TRY IT = Only the count is needed. Count the lines below with the word "true" in them.

********

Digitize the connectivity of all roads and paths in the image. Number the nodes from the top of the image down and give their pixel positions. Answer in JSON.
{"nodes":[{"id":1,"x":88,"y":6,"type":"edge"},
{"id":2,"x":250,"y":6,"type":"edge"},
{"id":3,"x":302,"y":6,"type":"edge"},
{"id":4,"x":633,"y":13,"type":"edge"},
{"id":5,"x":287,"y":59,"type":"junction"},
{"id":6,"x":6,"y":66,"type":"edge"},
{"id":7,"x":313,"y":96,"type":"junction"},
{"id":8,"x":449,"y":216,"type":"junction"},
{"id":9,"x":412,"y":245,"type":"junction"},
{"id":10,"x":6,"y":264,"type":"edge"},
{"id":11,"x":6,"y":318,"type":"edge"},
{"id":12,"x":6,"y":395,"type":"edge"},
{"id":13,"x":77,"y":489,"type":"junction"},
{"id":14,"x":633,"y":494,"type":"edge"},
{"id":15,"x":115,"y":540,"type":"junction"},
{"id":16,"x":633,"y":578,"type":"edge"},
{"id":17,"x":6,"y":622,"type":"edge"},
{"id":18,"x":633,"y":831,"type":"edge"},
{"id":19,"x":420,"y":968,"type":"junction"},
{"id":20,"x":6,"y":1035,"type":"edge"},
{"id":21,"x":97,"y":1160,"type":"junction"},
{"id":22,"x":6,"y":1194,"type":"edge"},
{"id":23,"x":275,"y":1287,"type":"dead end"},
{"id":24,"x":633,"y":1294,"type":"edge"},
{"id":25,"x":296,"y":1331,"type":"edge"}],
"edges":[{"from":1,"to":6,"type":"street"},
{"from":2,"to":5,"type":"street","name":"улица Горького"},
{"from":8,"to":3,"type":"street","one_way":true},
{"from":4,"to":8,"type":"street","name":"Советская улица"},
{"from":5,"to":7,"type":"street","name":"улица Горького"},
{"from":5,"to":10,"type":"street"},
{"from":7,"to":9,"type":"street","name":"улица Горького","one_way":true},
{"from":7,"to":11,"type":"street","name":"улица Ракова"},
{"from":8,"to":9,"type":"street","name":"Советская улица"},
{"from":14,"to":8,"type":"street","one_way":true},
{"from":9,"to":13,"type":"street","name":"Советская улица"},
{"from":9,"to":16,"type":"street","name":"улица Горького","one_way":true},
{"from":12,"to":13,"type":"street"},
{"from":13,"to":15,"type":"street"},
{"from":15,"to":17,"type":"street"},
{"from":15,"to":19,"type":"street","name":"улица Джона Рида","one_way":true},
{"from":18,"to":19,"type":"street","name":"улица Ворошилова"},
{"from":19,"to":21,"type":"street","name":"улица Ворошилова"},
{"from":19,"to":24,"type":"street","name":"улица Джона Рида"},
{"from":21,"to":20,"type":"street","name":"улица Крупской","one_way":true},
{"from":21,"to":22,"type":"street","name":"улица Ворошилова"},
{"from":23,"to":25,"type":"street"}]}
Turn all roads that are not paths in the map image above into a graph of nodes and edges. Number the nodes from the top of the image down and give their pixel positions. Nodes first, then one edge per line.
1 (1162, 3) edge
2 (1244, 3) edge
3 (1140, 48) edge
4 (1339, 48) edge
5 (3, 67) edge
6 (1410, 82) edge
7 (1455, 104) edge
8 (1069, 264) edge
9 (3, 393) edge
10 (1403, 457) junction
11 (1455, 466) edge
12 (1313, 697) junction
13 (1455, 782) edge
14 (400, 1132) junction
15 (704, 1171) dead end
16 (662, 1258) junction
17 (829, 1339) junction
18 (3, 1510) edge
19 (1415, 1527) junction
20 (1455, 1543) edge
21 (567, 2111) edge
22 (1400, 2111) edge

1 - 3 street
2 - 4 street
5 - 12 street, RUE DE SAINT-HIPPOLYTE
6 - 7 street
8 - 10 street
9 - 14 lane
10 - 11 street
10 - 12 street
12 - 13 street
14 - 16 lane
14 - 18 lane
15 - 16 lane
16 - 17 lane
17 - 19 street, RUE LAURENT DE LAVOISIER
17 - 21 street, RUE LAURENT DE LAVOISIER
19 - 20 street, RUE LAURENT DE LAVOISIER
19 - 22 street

********

REPLY = 6